Joash is buried in David’s city, but not in the king’s sepulchre. He had reigned in Jerusalem for forty years, the first twenty-
one or -two years being contemporary with Jehu, king of Israel.
Kings Jehoahaz and Jehoash of Israel
[2Kings 13]
In the twenty-third year of Joash king of Judah’s reign, Jehoahaz, the son of Jehu king of Israel, begins to reign. Jehoahaz
is a wicked king, bringing the wrath of God upon Israel through the oppression of the Syrians. Jehoahaz dies after reigning
seventeen years and is buried in Samaria, where Omri and the kings he descended from were buried.
Jehoahaz’s son Jehoash now reigns in Israel. He is another wicked king, as was his father before him. During his reign he
fights with Amaziah, king of Judah (recorded in chapter 14).
Now Elisha has fallen sick and King Jehoash of Israel comes and weeps over him, at which time Elisha foretells Jehoash’s
limited victories over the Syrians. Elisha then dies of his sickness.

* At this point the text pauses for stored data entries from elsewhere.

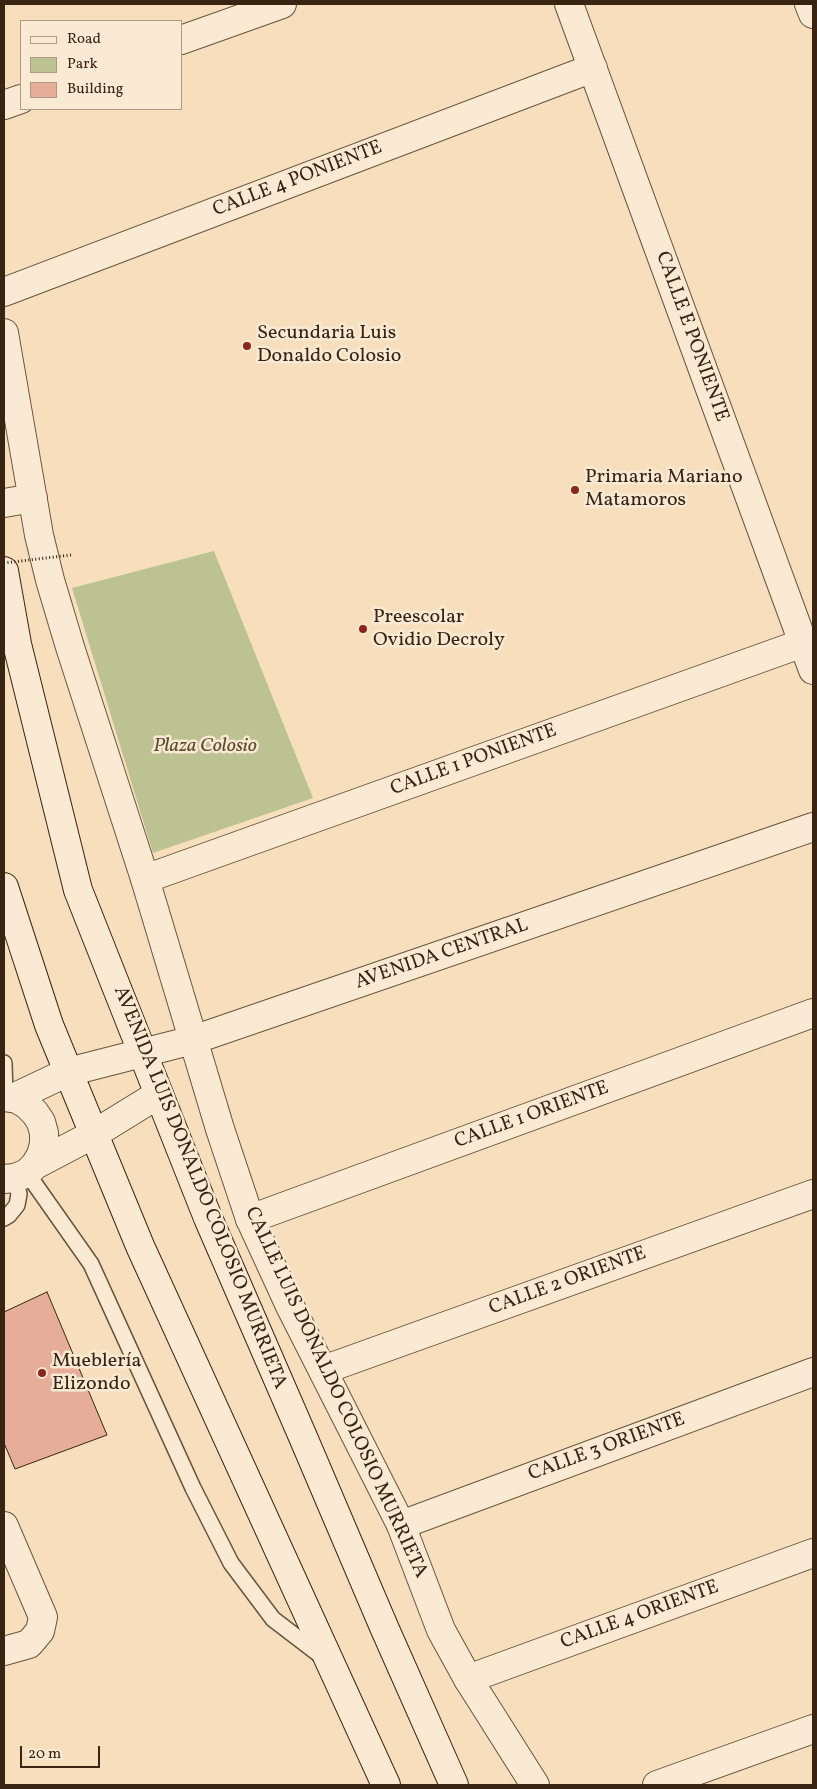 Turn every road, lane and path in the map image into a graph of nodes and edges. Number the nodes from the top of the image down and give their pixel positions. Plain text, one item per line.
1 (282, 4) edge
2 (569, 4) edge
3 (809, 4) edge
4 (813, 14) edge
5 (182, 40) edge
6 (593, 68) junction
7 (20, 99) edge
8 (4, 105) edge
9 (4, 292) edge
10 (4, 333) edge
11 (33, 498) junction
12 (4, 503) edge
13 (71, 555) dead end
14 (4, 563) edge
15 (4, 572) edge
16 (803, 643) junction
17 (813, 670) edge
18 (813, 827) edge
19 (145, 880) junction
20 (4, 887) edge
21 (813, 1013) edge
22 (193, 1040) junction
23 (142, 1052) junction
24 (4, 1063) edge
25 (68, 1072) junction
26 (159, 1094) junction
27 (7, 1098) edge
28 (94, 1134) junction
29 (20, 1174) edge
30 (813, 1194) edge
31 (4, 1218) edge
32 (250, 1219) junction
33 (323, 1370) junction
34 (813, 1372) edge
35 (401, 1525) junction
36 (4, 1526) edge
37 (813, 1553) edge
38 (4, 1651) edge
39 (330, 1663) junction
40 (468, 1679) junction
41 (813, 1729) edge
42 (386, 1785) edge
43 (454, 1785) edge
44 (535, 1785) edge
45 (657, 1785) edge

1 - 5 street
2 - 6 street, CALLE E PONIENTE
3 - 4 street
6 - 9 street, CALLE 4 PONIENTE
6 - 16 street, CALLE E PONIENTE
7 - 8 street
10 - 11 street, CALLE LUIS DONALDO COLOSIO MURRIETA
11 - 12 street
11 - 19 street, CALLE LUIS DONALDO COLOSIO MURRIETA
13 - 14 path, bridge
15 - 23 street, AVENIDA LUIS DONALDO COLOSIO MURRIETA
16 - 17 street, CALLE E PONIENTE
16 - 19 street, CALLE 1 PONIENTE
18 - 22 street, AVENIDA CENTRAL
19 - 22 street, CALLE LUIS DONALDO COLOSIO MURRIETA
20 - 25 street
21 - 32 street, CALLE 1 ORIENTE
22 - 23 street, AVENIDA CENTRAL
22 - 32 street, CALLE LUIS DONALDO COLOSIO MURRIETA
23 - 25 street, AVENIDA CENTRAL
23 - 26 street, AVENIDA LUIS DONALDO COLOSIO MURRIETA
24 - 27 lane
25 - 27 street, AVENIDA CENTRAL
25 - 28 street
26 - 28 street
26 - 43 street, AVENIDA LUIS DONALDO COLOSIO MURRIETA
27 - 29 street
28 - 29 street
28 - 39 street
29 - 31 lane
29 - 39 lane
30 - 33 street, CALLE 2 ORIENTE
32 - 33 street, CALLE LUIS DONALDO COLOSIO MURRIETA
33 - 35 street, CALLE LUIS DONALDO COLOSIO MURRIETA
34 - 35 street, CALLE 3 ORIENTE
35 - 40 street, CALLE LUIS DONALDO COLOSIO MURRIETA
36 - 38 street
37 - 40 street, CALLE 4 ORIENTE
39 - 42 street
40 - 44 street, CALLE LUIS DONALDO COLOSIO MURRIETA
41 - 45 street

Jehoash later defeats the Syrians three times to recover cities previously taken by them during his father’s reign.
Jehoash reigns for sixteen years and is buried in Samaria.
King Amaziah of Judah
[2Kings 14:1-22; 2Chr 25]
Amaziah, son of Joash king of Judah, is made king at the age of twenty-five and reigns in Judah for twenty-nine years. He
is a good king who follows God’s laws, but his heart is not perfect.
Amaziah slays his servants who had killed his father but, in accordance with Moses’ law, left their children unharmed. In
preparation for war with the Edomites, he raises a large army from his own kingdom, to which he adds 100,000 hired out
of Israel, but then sends them home on the advice of a prophet. Whilst Amaziah is at war with the Edomites, the Israelite
army he sent home attacks some cities of Judah, killing three thousand and taking much spoil. From his war with the
Edomites, Amaziah brings back some of their gods amongst the spoil and begins to worship them, for which he is reproved
by a prophet. He then sends a challenge to Jehoash, king of Israel, which is accepted and a battle follows in which Amaziah
is defeated. Treasure is taken from the temple and the king’s house before Jehoash returns to Samaria with some
hostages.
Amaziah lives another fifteen years after the death of Jehoash of Israel, but he turns away from following God and is killed
by his own people. Nevertheless, he is still buried with his fathers in the city of David.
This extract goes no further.